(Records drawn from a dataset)
----

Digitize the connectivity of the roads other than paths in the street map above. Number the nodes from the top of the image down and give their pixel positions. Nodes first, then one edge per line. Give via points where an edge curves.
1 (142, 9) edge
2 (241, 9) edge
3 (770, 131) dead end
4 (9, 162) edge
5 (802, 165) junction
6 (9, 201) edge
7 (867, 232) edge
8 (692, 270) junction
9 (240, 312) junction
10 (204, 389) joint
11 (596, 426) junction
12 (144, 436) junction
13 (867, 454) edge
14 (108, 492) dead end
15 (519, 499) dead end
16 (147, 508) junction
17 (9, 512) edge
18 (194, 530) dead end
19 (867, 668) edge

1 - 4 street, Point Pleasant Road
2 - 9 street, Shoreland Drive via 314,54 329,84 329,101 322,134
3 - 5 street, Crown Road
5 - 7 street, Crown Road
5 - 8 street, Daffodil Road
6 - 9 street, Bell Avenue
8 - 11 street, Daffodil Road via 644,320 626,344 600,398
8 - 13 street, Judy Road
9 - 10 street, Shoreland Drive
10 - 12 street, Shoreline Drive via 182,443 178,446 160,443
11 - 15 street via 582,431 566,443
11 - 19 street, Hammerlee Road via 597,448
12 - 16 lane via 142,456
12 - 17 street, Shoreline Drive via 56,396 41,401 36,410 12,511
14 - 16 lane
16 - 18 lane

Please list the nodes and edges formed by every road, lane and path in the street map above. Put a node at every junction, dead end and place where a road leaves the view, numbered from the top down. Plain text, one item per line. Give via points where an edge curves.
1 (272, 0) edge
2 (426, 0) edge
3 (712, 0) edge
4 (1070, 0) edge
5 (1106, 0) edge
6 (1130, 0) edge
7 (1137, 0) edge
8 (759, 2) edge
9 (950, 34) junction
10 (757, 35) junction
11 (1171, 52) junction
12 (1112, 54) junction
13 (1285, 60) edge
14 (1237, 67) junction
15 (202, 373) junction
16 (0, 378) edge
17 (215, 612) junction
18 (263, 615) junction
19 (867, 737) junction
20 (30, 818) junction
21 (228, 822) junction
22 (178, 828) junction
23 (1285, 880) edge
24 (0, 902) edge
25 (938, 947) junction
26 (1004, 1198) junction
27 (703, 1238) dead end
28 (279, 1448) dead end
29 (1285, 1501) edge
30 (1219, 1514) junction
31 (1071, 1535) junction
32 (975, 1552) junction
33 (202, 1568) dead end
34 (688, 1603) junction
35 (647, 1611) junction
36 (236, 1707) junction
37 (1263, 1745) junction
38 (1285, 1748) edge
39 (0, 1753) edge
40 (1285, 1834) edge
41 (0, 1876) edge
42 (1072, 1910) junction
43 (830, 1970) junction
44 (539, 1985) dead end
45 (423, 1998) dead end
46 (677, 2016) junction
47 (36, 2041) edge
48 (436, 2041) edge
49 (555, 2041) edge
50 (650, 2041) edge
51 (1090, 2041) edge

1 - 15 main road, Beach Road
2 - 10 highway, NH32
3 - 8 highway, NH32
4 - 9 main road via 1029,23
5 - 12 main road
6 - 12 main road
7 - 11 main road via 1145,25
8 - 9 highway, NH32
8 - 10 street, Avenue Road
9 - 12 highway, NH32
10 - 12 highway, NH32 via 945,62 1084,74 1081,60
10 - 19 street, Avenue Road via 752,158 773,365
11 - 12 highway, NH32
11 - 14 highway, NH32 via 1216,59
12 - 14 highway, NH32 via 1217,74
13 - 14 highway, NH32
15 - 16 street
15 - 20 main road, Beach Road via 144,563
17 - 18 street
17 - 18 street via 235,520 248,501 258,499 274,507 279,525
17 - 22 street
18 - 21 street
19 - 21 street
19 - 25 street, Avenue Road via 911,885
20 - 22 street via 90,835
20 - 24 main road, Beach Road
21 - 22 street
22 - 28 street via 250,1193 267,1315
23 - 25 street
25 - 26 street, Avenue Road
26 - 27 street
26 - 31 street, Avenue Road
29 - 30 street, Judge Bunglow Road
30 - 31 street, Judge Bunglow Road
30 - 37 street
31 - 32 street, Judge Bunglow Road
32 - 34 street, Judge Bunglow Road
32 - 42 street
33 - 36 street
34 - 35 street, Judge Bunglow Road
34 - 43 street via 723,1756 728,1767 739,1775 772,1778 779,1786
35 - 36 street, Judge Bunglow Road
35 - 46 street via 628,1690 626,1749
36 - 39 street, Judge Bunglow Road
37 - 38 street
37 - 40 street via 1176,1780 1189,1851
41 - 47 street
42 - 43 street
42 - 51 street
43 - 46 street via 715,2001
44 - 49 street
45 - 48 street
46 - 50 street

----

EXERCISE :: Give back every entry, unchanged in any way.

TASK RESPONSE ::
Digitize the connectivity of the roads other than paths in the street map above. Number the nodes from the top of the image down and give their pixel positions. Nodes first, then one edge per line. Give via points where an edge curves.
1 (142, 9) edge
2 (241, 9) edge
3 (770, 131) dead end
4 (9, 162) edge
5 (802, 165) junction
6 (9, 201) edge
7 (867, 232) edge
8 (692, 270) junction
9 (240, 312) junction
10 (204, 389) joint
11 (596, 426) junction
12 (144, 436) junction
13 (867, 454) edge
14 (108, 492) dead end
15 (519, 499) dead end
16 (147, 508) junction
17 (9, 512) edge
18 (194, 530) dead end
19 (867, 668) edge

1 - 4 street, Point Pleasant Road
2 - 9 street, Shoreland Drive via 314,54 329,84 329,101 322,134
3 - 5 street, Crown Road
5 - 7 street, Crown Road
5 - 8 street, Daffodil Road
6 - 9 street, Bell Avenue
8 - 11 street, Daffodil Road via 644,320 626,344 600,398
8 - 13 street, Judy Road
9 - 10 street, Shoreland Drive
10 - 12 street, Shoreline Drive via 182,443 178,446 160,443
11 - 15 street via 582,431 566,443
11 - 19 street, Hammerlee Road via 597,448
12 - 16 lane via 142,456
12 - 17 street, Shoreline Drive via 56,396 41,401 36,410 12,511
14 - 16 lane
16 - 18 lane

Please list the nodes and edges formed by every road, lane and path in the street map above. Put a node at every junction, dead end and place where a road leaves the view, numbered from the top down. Plain text, one item per line. Give via points where an edge curves.
1 (272, 0) edge
2 (426, 0) edge
3 (712, 0) edge
4 (1070, 0) edge
5 (1106, 0) edge
6 (1130, 0) edge
7 (1137, 0) edge
8 (759, 2) edge
9 (950, 34) junction
10 (757, 35) junction
11 (1171, 52) junction
12 (1112, 54) junction
13 (1285, 60) edge
14 (1237, 67) junction
15 (202, 373) junction
16 (0, 378) edge
17 (215, 612) junction
18 (263, 615) junction
19 (867, 737) junction
20 (30, 818) junction
21 (228, 822) junction
22 (178, 828) junction
23 (1285, 880) edge
24 (0, 902) edge
25 (938, 947) junction
26 (1004, 1198) junction
27 (703, 1238) dead end
28 (279, 1448) dead end
29 (1285, 1501) edge
30 (1219, 1514) junction
31 (1071, 1535) junction
32 (975, 1552) junction
33 (202, 1568) dead end
34 (688, 1603) junction
35 (647, 1611) junction
36 (236, 1707) junction
37 (1263, 1745) junction
38 (1285, 1748) edge
39 (0, 1753) edge
40 (1285, 1834) edge
41 (0, 1876) edge
42 (1072, 1910) junction
43 (830, 1970) junction
44 (539, 1985) dead end
45 (423, 1998) dead end
46 (677, 2016) junction
47 (36, 2041) edge
48 (436, 2041) edge
49 (555, 2041) edge
50 (650, 2041) edge
51 (1090, 2041) edge

1 - 15 main road, Beach Road
2 - 10 highway, NH32
3 - 8 highway, NH32
4 - 9 main road via 1029,23
5 - 12 main road
6 - 12 main road
7 - 11 main road via 1145,25
8 - 9 highway, NH32
8 - 10 street, Avenue Road
9 - 12 highway, NH32
10 - 12 highway, NH32 via 945,62 1084,74 1081,60
10 - 19 street, Avenue Road via 752,158 773,365
11 - 12 highway, NH32
11 - 14 highway, NH32 via 1216,59
12 - 14 highway, NH32 via 1217,74
13 - 14 highway, NH32
15 - 16 street
15 - 20 main road, Beach Road via 144,563
17 - 18 street
17 - 18 street via 235,520 248,501 258,499 274,507 279,525
17 - 22 street
18 - 21 street
19 - 21 street
19 - 25 street, Avenue Road via 911,885
20 - 22 street via 90,835
20 - 24 main road, Beach Road
21 - 22 street
22 - 28 street via 250,1193 267,1315
23 - 25 street
25 - 26 street, Avenue Road
26 - 27 street
26 - 31 street, Avenue Road
29 - 30 street, Judge Bunglow Road
30 - 31 street, Judge Bunglow Road
30 - 37 street
31 - 32 street, Judge Bunglow Road
32 - 34 street, Judge Bunglow Road
32 - 42 street
33 - 36 street
34 - 35 street, Judge Bunglow Road
34 - 43 street via 723,1756 728,1767 739,1775 772,1778 779,1786
35 - 36 street, Judge Bunglow Road
35 - 46 street via 628,1690 626,1749
36 - 39 street, Judge Bunglow Road
37 - 38 street
37 - 40 street via 1176,1780 1189,1851
41 - 47 street
42 - 43 street
42 - 51 street
43 - 46 street via 715,2001
44 - 49 street
45 - 48 street
46 - 50 street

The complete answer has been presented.